*** Begin section ***

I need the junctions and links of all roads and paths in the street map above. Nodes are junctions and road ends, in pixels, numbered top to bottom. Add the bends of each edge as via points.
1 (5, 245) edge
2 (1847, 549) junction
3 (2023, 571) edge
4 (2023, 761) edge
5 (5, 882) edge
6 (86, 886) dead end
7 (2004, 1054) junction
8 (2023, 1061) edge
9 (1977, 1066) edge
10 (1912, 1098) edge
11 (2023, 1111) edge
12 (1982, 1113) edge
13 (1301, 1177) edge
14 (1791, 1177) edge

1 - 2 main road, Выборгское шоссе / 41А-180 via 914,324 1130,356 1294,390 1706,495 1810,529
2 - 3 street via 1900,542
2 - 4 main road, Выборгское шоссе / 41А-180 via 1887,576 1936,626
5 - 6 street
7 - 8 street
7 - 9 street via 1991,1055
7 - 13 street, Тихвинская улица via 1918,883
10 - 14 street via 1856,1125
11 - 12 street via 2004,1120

*** End section ***

#### TASK GOAL:
I'd like all of the entries written out again exactly as they appear above.

#### EXERCISE OUTPUT:
I need the junctions and links of all roads and paths in the street map above. Nodes are junctions and road ends, in pixels, numbered top to bottom. Add the bends of each edge as via points.
1 (5, 245) edge
2 (1847, 549) junction
3 (2023, 571) edge
4 (2023, 761) edge
5 (5, 882) edge
6 (86, 886) dead end
7 (2004, 1054) junction
8 (2023, 1061) edge
9 (1977, 1066) edge
10 (1912, 1098) edge
11 (2023, 1111) edge
12 (1982, 1113) edge
13 (1301, 1177) edge
14 (1791, 1177) edge

1 - 2 main road, Выборгское шоссе / 41А-180 via 914,324 1130,356 1294,390 1706,495 1810,529
2 - 3 street via 1900,542
2 - 4 main road, Выборгское шоссе / 41А-180 via 1887,576 1936,626
5 - 6 street
7 - 8 street
7 - 9 street via 1991,1055
7 - 13 street, Тихвинская улица via 1918,883
10 - 14 street via 1856,1125
11 - 12 street via 2004,1120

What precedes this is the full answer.